We teach and learn the truth of the Atonement, or we teach and learn the illusion of the separation. It’s either one or the other.
Jesus’ view of teaching is quite different than the world’s view. In the world, a teacher or professor is separate from and superior to his or her students. He’s the expert. He knows more than they do. He imparts his knowledge and wisdom to his pupils. But that’s not Jesus’ view. In the “Right Teaching and Right Learning” section, he says: “A good teacher must believe … in the students to whom he offers the ideas” (T-4.I.1:4). This means that a Teacher of God (which, again, is each of us) must trust in the Holy Spirit within his students’ minds. When I’m in a teaching role on a conference call, for example, I trust that the other students can access the Holy Spirit just as I can. In other words, I’m not giving them something they don’t have. We all have Holy Spirit.

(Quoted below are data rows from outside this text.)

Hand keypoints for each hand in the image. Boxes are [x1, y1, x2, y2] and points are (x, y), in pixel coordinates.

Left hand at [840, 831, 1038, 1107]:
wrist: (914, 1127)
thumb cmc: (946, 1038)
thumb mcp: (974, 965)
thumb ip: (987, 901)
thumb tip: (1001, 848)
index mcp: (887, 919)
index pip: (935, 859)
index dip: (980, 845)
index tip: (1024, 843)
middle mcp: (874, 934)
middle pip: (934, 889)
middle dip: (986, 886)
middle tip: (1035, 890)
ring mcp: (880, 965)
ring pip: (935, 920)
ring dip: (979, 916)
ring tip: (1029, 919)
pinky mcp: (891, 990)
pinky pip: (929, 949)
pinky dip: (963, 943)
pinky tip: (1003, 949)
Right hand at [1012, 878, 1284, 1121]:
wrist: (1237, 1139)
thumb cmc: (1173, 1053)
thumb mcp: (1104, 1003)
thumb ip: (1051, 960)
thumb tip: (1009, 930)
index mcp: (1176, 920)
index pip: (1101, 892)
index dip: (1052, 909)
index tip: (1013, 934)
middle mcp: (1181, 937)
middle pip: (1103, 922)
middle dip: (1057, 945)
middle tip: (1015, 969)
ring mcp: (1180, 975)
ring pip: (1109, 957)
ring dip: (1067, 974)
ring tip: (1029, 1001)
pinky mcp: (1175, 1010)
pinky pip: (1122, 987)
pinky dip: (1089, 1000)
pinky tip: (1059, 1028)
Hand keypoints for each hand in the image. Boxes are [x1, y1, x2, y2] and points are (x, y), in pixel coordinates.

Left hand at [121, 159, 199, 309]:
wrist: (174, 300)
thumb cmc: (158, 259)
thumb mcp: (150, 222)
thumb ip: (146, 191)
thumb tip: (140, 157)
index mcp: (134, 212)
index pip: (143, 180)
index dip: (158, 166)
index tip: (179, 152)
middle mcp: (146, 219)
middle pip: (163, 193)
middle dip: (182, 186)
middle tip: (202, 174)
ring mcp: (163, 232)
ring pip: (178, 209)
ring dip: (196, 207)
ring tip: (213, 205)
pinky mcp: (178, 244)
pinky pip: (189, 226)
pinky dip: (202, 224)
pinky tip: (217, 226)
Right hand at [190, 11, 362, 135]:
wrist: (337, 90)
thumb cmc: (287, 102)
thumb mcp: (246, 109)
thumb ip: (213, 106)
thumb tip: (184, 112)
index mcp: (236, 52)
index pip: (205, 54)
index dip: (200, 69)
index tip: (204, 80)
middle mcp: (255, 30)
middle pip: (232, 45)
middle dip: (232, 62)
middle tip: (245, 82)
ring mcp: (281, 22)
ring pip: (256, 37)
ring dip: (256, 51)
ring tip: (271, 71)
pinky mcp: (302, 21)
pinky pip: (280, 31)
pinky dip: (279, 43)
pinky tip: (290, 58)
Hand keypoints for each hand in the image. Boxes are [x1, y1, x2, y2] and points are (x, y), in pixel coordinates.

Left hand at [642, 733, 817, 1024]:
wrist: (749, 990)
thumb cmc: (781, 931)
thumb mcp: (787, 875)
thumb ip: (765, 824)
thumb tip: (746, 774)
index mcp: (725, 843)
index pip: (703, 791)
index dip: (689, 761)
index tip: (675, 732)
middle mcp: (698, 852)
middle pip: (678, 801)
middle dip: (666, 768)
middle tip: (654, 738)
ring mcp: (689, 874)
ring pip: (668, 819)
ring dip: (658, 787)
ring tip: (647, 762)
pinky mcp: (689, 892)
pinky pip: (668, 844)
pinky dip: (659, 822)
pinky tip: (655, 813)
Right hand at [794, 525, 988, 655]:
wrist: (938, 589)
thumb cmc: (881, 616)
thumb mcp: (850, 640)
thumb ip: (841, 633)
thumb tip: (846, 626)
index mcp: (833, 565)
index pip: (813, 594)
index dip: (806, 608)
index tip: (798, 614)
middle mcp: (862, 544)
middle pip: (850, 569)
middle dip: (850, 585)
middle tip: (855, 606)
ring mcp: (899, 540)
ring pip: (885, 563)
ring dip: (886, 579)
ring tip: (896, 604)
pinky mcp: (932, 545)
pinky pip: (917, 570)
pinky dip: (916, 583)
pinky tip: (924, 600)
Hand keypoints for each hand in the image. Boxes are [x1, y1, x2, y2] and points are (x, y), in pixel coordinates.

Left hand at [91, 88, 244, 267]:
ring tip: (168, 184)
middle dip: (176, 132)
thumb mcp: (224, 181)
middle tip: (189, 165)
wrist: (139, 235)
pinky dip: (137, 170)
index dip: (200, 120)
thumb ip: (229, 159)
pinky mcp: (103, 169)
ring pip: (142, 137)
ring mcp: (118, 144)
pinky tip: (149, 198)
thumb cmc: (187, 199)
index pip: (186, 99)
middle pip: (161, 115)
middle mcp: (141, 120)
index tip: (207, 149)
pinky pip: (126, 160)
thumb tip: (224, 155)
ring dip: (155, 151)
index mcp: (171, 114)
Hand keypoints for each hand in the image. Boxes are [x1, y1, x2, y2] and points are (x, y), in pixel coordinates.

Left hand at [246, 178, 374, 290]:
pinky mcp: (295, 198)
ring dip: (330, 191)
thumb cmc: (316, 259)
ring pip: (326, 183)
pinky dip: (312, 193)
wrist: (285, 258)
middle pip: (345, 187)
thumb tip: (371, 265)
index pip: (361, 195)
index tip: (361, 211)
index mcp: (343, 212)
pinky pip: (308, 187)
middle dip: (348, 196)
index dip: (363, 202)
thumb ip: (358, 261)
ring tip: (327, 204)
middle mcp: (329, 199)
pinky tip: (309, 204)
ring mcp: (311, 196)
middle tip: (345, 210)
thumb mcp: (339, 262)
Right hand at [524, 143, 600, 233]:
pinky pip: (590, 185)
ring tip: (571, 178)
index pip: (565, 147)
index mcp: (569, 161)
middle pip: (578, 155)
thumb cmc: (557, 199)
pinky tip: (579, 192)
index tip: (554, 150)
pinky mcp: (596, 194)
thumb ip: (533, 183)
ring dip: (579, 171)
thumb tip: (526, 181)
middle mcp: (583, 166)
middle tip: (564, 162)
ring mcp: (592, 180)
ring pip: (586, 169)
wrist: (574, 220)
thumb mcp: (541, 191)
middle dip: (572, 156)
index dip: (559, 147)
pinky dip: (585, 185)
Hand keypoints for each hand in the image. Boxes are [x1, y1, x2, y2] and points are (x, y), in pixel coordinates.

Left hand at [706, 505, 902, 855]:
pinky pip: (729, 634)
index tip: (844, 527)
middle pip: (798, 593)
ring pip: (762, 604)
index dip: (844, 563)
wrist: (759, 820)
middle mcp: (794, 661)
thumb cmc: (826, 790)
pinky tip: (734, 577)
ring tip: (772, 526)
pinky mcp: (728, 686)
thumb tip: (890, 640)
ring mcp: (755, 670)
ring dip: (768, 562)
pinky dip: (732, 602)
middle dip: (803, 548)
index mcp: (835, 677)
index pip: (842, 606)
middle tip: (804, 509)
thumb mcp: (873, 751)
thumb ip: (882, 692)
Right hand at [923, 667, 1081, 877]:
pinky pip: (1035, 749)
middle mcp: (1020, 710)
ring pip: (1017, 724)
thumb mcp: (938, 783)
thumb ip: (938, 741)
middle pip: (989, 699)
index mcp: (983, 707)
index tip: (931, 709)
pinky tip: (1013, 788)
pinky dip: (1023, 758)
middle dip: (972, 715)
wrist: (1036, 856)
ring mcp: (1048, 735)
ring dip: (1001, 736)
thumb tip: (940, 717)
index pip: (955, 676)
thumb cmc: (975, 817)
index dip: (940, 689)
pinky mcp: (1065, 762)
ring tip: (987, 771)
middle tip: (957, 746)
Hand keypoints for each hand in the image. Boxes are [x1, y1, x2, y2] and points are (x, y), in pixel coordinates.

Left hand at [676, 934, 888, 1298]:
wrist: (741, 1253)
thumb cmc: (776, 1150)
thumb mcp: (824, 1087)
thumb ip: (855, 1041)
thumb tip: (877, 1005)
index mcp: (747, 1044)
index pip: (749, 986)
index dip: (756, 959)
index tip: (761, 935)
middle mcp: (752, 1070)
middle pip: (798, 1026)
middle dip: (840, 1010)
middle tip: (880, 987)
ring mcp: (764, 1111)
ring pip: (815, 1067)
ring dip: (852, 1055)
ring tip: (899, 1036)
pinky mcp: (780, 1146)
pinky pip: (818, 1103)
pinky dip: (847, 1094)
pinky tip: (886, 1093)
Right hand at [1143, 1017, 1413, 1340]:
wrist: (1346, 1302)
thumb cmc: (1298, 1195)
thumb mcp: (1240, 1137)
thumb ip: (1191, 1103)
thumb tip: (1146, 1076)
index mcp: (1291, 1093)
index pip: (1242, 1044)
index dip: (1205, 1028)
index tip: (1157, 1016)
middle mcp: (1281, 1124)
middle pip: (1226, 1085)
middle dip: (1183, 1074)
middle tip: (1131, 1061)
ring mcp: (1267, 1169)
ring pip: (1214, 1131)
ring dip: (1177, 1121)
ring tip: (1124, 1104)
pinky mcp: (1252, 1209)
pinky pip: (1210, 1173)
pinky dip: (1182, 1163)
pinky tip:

We are all equal as teachers and as learners. That’s why, as those who participate in our study or phone groups know, I don’t always jump in right away to answer somebody’s question. As the teacher or facilitator, I don’t have a monopoly on the answers. We have no gurus or groupies here! The Holy Spirit is the real Teacher. Each participant has the still, small Voice within. Often times, I’ll hang back and see what Holy Spirit says through someone else. Or I’ll wait to see what the group says as a whole. We’re all connected to the Voice for God. Each of us can plug into that Wisdom. Each of us can access the information needed. The Voice for God speaks in every person, and if you doubt that, it’s because you really don’t want to hear It. Denying Holy Spirit in another’s mind reflects your fear of hearing Him in your own mind.